I was in Iowa to speak to Lutherans for Life. My hosts took me to Christian schools, churches, and home gatherings. Again and again, the word coming back to me from Iowa was frustration. Those common sense folks who live in farm country and who care deeply about this country told me over and over they were frustrated that both parties seem not to be listening to them.
People there are frustrated with taxes and spending, to be sure, with being forced to pay for abortions through national health care, and with seemingly endless foreign entanglement that do not promise victory—or even enhance our security. If we are winning the war on terror, then why are apologists for terrorists preparing to put a mosque at Ground Zero? If after nine years of war we cannot even make Fort Hood safe, people know something is seriously wrong.
I have a small suggestion to help my frustrated friends in Iowa and elsewhere.
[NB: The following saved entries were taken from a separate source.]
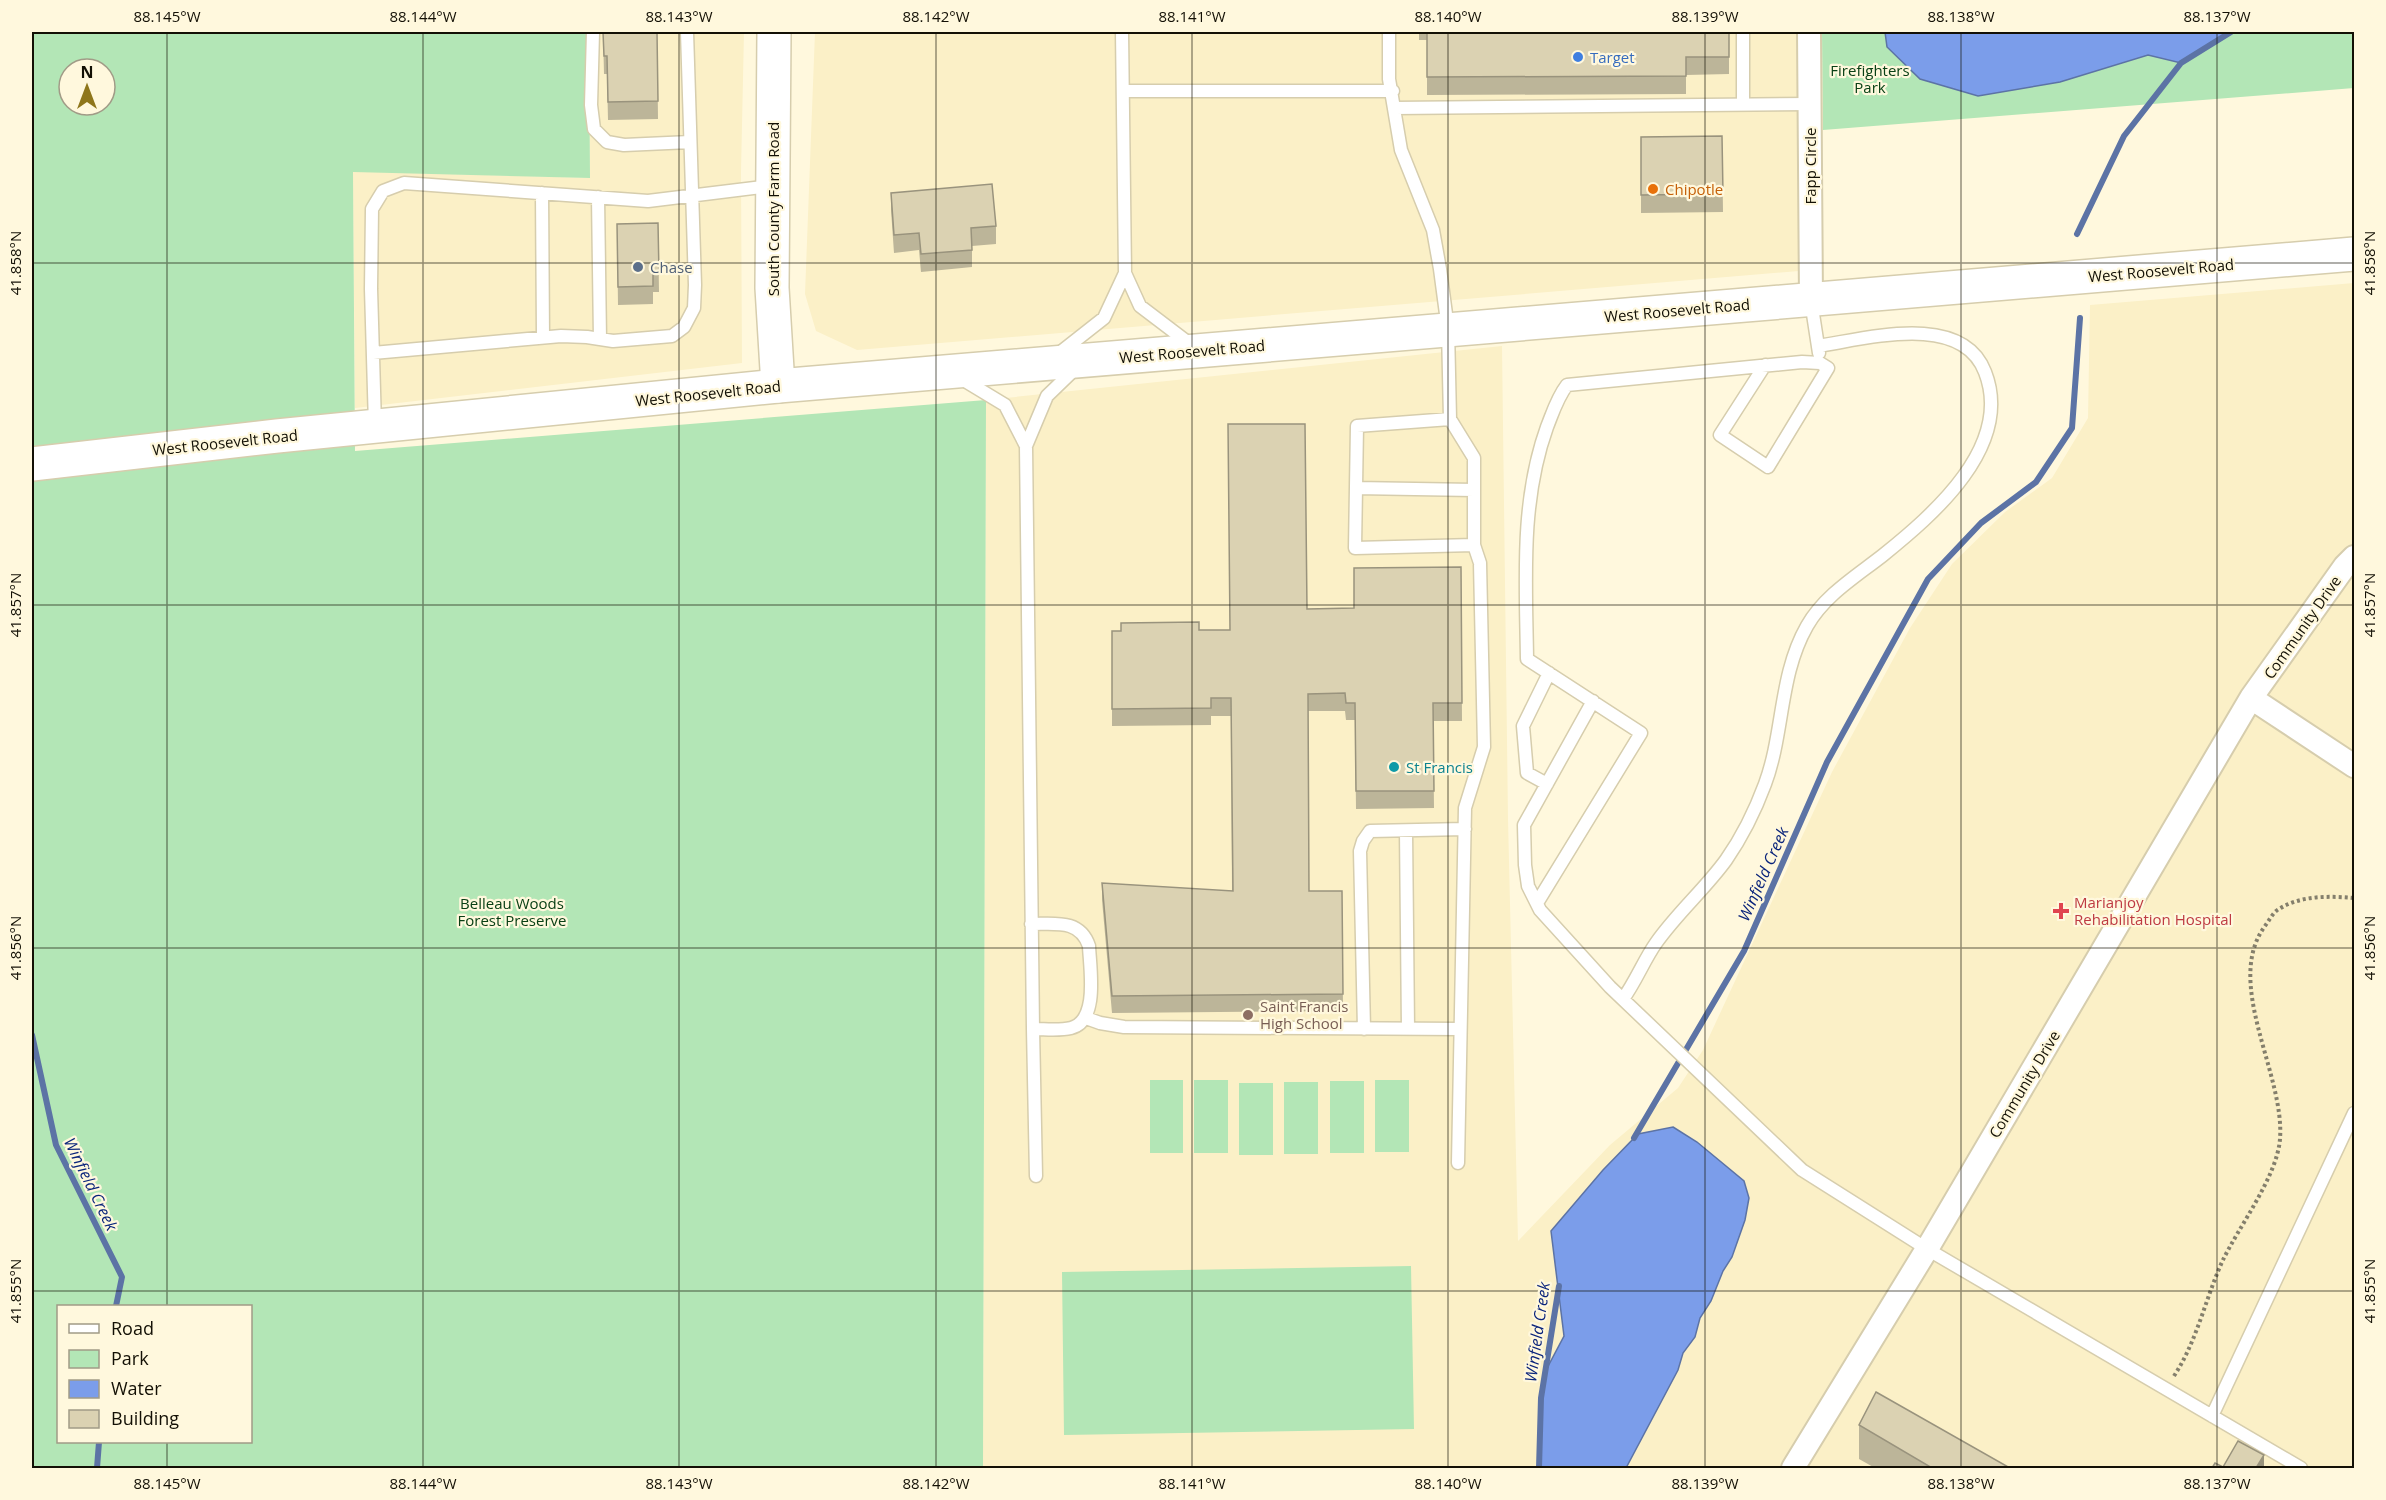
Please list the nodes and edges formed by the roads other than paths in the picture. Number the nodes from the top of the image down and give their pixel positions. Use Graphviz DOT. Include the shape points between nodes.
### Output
graph roads {
  1 [pos="593,32"];
  2 [pos="687,32"];
  3 [pos="774,32"];
  4 [pos="1122,32"];
  5 [pos="1389,32"];
  6 [pos="1743,32"];
  7 [pos="1809,32"];
  8 [pos="1123,92"];
  9 [pos="1392,92"];
  10 [pos="1743,104"];
  11 [pos="1810,104"];
  12 [pos="1394,108"];
  13 [pos="690,142"];
  14 [pos="771,186"];
  15 [pos="542,193"];
  16 [pos="691,196"];
  17 [pos="598,197"];
  18 [pos="2355,254"];
  19 [pos="1125,273"];
  20 [pos="1811,300"];
  21 [pos="1448,329"];
  22 [pos="543,337"];
  23 [pos="600,339"];
  24 [pos="1818,346"];
  25 [pos="1198,351"];
  26 [pos="373,353"];
  27 [pos="1084,360"];
  28 [pos="1820,363"];
  29 [pos="1045,364"];
  30 [pos="1765,365"];
  31 [pos="951,372"];
  32 [pos="778,386"];
  33 [pos="1450,419"];
  34 [pos="375,428"];
  35 [pos="1026,446"];
  36 [pos="32,464"];
  37 [pos="1356,488"];
  38 [pos="1474,490"];
  39 [pos="1474,545"];
  40 [pos="2355,557"];
  41 [pos="1549,673"];
  42 [pos="2251,698"];
  43 [pos="1593,701"];
  44 [pos="2355,766"];
  45 [pos="1547,784"];
  46 [pos="1465,829"];
  47 [pos="1406,831"];
  48 [pos="1537,903"];
  49 [pos="1031,924"];
  50 [pos="1623,999"];
  51 [pos="1086,1017"];
  52 [pos="1033,1029"];
  53 [pos="1364,1029"];
  54 [pos="1408,1029"];
  55 [pos="1460,1029"];
  56 [pos="2355,1113"];
  57 [pos="1458,1162"];
  58 [pos="1036,1176"];
  59 [pos="1927,1249"];
  60 [pos="2212,1416"];
  61 [pos="1793,1468"];
  62 [pos="2301,1468"];
  1 -- 13 [label="lane" via="594,129 607,142 624,145"];
  2 -- 13 [label="lane"];
  3 -- 14 [label="main road, South County Farm Road"];
  4 -- 8 [label="lane"];
  5 -- 9 [label="lane"];
  6 -- 10 [label="lane"];
  7 -- 11 [label="street, Fapp Circle"];
  8 -- 9 [label="lane"];
  8 -- 19 [label="lane"];
  9 -- 12 [label="lane"];
  10 -- 11 [label="lane"];
  10 -- 12 [label="lane"];
  11 -- 20 [label="street, Fapp Circle"];
  12 -- 21 [label="lane" via="1401,150 1433,230"];
  13 -- 16 [label="lane"];
  14 -- 16 [label="lane"];
  14 -- 32 [label="main road, South County Farm Road"];
  15 -- 17 [label="lane"];
  15 -- 22 [label="lane"];
  15 -- 26 [label="lane" via="404,183 383,191 372,209"];
  16 -- 17 [label="lane" via="648,201"];
  16 -- 23 [label="lane" via="694,308 684,327 672,336"];
  17 -- 23 [label="lane"];
  18 -- 20 [label="main road, West Roosevelt Road"];
  19 -- 25 [label="lane" via="1140,306"];
  19 -- 29 [label="lane" via="1104,318"];
  20 -- 21 [label="main road, West Roosevelt Road"];
  20 -- 24 [label="lane"];
  21 -- 25 [label="main road, West Roosevelt Road"];
  21 -- 33 [label="lane"];
  22 -- 23 [label="lane"];
  22 -- 26 [label="lane"];
  24 -- 28 [label="lane"];
  24 -- 50 [label="lane" via="1900,334 1955,340 1976,356 1986,375 1991,402 1987,433 1966,473 1948,495 1814,614 1793,654 1774,755 1743,833 1726,860 1656,944"];
  25 -- 27 [label="main road, West Roosevelt Road"];
  26 -- 34 [label="lane"];
  27 -- 29 [label="main road, West Roosevelt Road"];
  27 -- 35 [label="lane" via="1047,396"];
  28 -- 30 [label="lane"];
  28 -- 30 [label="lane" via="1828,368 1767,467 1720,435"];
  29 -- 31 [label="main road, West Roosevelt Road"];
  30 -- 41 [label="lane" via="1567,385 1559,396 1543,440 1525,540 1527,659"];
  31 -- 32 [label="main road, West Roosevelt Road"];
  31 -- 35 [label="lane" via="1005,405"];
  32 -- 34 [label="main road, West Roosevelt Road"];
  33 -- 37 [label="lane" via="1357,426"];
  33 -- 38 [label="lane" via="1474,458"];
  34 -- 36 [label="main road, West Roosevelt Road"];
  35 -- 49 [label="lane"];
  37 -- 38 [label="lane"];
  37 -- 39 [label="lane" via="1355,548"];
  38 -- 39 [label="lane"];
  39 -- 46 [label="lane" via="1480,563 1484,747 1465,808"];
  40 -- 42 [label="street, Community Drive"];
  41 -- 43 [label="lane"];
  41 -- 45 [label="lane" via="1523,726 1527,773"];
  42 -- 44 [label="street"];
  42 -- 59 [label="street, Community Drive"];
  43 -- 45 [label="lane"];
  43 -- 48 [label="lane" via="1641,733"];
  45 -- 48 [label="lane" via="1524,825 1528,885"];
  46 -- 47 [label="lane"];
  46 -- 55 [label="lane"];
  47 -- 53 [label="lane" via="1370,831 1360,851"];
  47 -- 54 [label="lane"];
  48 -- 50 [label="lane"];
  49 -- 51 [label="lane" via="1074,926 1086,938 1090,1001"];
  49 -- 52 [label="lane"];
  50 -- 59 [label="lane" via="1802,1170"];
  51 -- 52 [label="lane" via="1072,1028"];
  51 -- 53 [label="lane" via="1124,1028"];
  52 -- 58 [label="lane"];
  53 -- 54 [label="lane"];
  54 -- 55 [label="lane"];
  55 -- 57 [label="lane"];
  56 -- 60 [label="lane"];
  59 -- 60 [label="lane"];
  59 -- 61 [label="street, Community Drive"];
  60 -- 62 [label="lane"];
}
It won’t change everything, but it will change something. My friend Seth Leibsohn suggested this idea while he was subbing as host for Bill Bennett’s talk show. It’s very much a Morning in America idea, for that show is dedicated to “intelligence, candor, and goodwill.”
Seth suggested we all go out and buy 100 Mother Teresa postage stamps. The U.S. Postal Service issued a commemorative stamp to honor this Nobel Peace Prize winner, this frail little woman who made sure that the love of Christ was communicated to the poorest of the poor.
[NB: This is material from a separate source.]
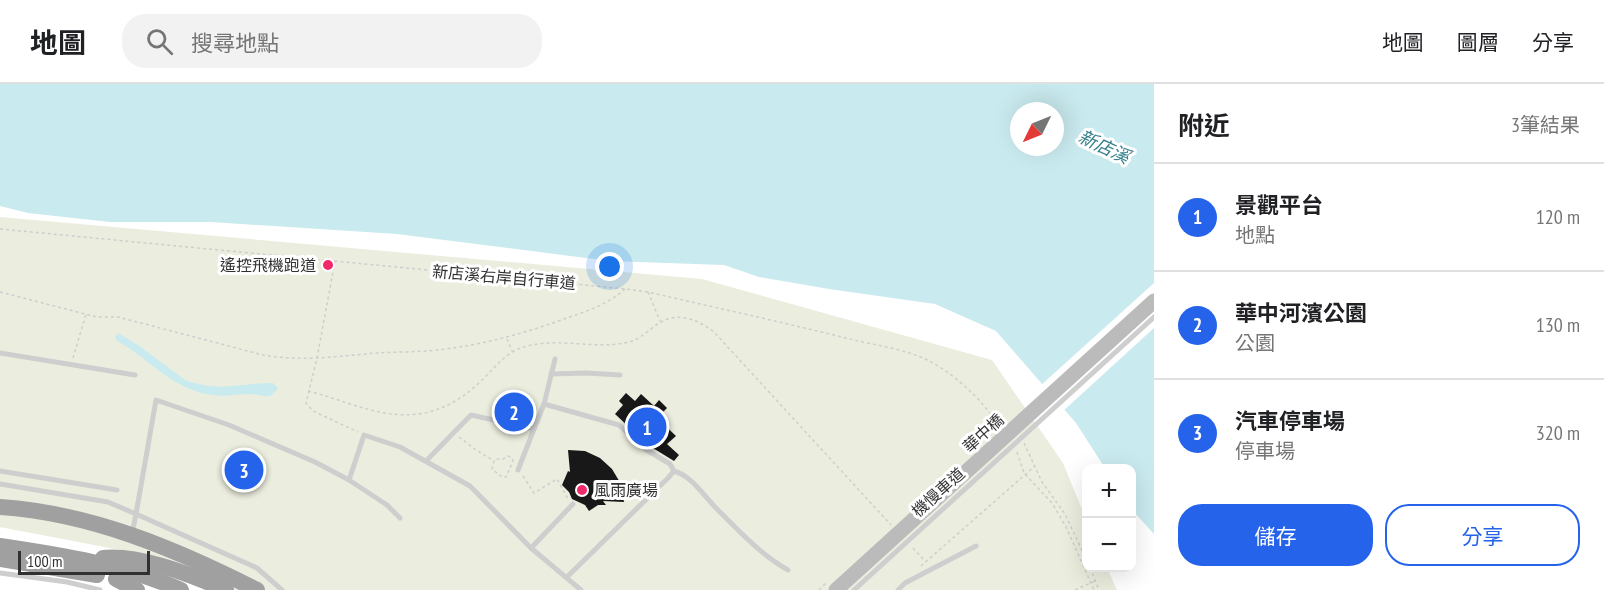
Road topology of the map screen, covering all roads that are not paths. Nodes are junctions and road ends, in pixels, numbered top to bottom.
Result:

President Reagan called Mother Teresa “the saint of the gutters.” I remember the story of the 1994 Congressional Prayer Breakfast in Washington. President and Mrs. Clinton were seated at the head table. So were Vice President and Mrs. Gore.
When Mother Teresa begged for the lives of unborn children who were being targeted by Clinton-Gore policies. The audience erupted in waves of applause. The Clintons and the Gores sat there like stone statues.
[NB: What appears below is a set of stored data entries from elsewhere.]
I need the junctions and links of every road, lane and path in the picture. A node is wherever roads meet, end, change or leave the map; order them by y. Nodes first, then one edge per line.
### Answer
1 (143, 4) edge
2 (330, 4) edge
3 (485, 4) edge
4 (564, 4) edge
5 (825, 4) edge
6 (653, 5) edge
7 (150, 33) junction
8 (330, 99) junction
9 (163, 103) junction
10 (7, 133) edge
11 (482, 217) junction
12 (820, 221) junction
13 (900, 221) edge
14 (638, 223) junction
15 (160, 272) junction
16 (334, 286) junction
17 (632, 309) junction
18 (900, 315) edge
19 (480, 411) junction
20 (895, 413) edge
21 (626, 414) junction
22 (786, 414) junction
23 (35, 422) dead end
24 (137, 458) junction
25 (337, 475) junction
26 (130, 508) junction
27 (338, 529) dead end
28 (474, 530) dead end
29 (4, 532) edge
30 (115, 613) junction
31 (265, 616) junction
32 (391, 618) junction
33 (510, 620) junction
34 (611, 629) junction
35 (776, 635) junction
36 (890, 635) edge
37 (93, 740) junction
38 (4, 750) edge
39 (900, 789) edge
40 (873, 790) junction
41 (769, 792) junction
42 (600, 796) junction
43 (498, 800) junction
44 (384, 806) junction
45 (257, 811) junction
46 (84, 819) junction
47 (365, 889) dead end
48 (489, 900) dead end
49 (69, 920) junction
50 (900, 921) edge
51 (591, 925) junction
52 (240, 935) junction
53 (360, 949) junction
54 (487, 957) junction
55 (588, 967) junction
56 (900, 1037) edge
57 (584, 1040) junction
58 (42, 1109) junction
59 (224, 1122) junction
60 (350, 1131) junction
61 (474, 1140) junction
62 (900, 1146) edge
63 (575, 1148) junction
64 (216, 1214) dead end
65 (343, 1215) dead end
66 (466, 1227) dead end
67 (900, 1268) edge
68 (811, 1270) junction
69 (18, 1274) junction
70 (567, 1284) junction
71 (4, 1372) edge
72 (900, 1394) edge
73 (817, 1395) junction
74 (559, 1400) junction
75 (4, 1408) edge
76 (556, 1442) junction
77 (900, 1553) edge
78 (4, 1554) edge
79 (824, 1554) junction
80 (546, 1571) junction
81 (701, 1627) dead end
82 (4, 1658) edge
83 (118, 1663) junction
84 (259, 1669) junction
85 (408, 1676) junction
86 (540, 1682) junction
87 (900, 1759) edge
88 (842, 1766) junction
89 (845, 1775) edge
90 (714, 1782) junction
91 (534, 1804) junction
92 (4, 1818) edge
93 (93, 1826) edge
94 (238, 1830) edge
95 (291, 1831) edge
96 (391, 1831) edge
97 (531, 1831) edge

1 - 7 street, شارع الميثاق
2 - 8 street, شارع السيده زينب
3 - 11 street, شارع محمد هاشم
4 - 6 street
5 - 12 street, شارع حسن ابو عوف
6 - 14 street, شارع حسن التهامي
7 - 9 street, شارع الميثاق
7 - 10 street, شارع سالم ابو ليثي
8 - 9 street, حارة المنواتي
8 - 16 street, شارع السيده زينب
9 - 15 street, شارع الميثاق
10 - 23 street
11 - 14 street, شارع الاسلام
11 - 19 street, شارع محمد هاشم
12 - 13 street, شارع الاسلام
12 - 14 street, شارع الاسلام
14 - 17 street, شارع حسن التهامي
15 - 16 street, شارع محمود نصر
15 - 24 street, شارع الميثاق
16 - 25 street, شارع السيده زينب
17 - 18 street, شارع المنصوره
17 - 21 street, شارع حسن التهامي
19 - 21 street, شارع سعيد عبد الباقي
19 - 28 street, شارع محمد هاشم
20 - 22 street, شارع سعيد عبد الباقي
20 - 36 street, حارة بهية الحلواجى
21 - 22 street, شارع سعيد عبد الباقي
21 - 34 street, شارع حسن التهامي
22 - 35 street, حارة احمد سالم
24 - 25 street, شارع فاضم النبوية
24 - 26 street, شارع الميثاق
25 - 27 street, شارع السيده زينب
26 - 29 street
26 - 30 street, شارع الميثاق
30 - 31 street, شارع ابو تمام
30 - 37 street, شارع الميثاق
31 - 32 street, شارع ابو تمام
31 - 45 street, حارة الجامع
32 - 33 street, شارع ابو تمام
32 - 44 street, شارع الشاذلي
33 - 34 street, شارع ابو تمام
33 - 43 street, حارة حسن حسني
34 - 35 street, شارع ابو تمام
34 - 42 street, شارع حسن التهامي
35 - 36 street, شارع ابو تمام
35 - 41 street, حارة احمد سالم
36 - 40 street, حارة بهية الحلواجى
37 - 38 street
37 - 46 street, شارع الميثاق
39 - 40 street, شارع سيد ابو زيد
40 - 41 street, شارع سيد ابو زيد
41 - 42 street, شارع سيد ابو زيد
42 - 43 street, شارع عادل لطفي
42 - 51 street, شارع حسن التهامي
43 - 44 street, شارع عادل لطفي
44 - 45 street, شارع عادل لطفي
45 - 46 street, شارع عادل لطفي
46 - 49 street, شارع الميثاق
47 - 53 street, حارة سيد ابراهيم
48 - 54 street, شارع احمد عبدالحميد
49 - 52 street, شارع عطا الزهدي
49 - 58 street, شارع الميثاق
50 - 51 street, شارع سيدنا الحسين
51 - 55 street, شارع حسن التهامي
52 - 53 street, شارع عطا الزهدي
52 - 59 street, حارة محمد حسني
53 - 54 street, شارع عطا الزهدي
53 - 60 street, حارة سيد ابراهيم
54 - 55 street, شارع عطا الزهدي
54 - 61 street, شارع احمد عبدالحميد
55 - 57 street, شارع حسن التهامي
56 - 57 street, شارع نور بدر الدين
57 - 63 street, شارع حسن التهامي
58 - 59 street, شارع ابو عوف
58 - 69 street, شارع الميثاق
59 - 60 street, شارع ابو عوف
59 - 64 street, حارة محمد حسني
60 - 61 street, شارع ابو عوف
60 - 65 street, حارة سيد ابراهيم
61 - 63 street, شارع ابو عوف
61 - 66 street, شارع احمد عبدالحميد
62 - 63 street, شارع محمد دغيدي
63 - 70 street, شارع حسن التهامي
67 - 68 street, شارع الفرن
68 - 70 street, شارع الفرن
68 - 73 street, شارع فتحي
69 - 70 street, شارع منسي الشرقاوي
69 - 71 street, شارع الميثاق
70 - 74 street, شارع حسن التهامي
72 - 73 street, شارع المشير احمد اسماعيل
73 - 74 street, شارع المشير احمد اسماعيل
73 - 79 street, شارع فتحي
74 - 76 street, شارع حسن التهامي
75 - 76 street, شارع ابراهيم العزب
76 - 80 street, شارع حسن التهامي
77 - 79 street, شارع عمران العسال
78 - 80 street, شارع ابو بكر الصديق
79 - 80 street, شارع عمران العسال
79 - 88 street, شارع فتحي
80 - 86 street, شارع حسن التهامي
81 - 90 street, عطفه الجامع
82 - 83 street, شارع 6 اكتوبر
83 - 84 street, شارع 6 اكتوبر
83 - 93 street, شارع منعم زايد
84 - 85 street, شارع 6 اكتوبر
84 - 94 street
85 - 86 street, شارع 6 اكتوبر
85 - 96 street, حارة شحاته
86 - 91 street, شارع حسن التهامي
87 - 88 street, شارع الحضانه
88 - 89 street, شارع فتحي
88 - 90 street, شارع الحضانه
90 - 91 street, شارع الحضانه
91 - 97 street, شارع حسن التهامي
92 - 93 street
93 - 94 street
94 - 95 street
Mother Teresa was fearless. She would tell her Missionaries of Charity in her Calcutta shelters they had to put there hands in the open sores of their dying, outcast patients. “You are tending to Jesus’ wounds,” she would say to her squeamish young Sisters-in-training. “This is how we show our love of the Lord.”
Mother Teresa knew that how we treat unborn children has a lot to do with how we treat each other. Terrorists do not care about human life, born or unborn. One of Nidal Hasan’s fourteen victims at Fort Hood was an unborn child. She said abortion—not nuclear weapons, world hunger, or global warming—was the greatest threat to world peace.
There’s an old saying: It’s better to light a candle than to curse the darkness. I think of this every year when my family attends Christmas Eve services. There, the tradition is for everyone to light a candle, each person drawing a little flame from his neighbor’s candle.
Soon, there are 3,000 little lights testifying to the light that came into the world.
I’m going to buy 100 Mother Teresa stamps. It’s one way we can show there is a government project we definitely approve of. Let the atheizers howl, but this is a wonderful tribute to a saintly woman. Buying those stamps is a way to honor her Lord and ours. It’s a way of signaling our respect and our gratitude. Buying and using Mother Teresa stamps is a small way to promote the cause of peace and appeal for the lives of unborn children.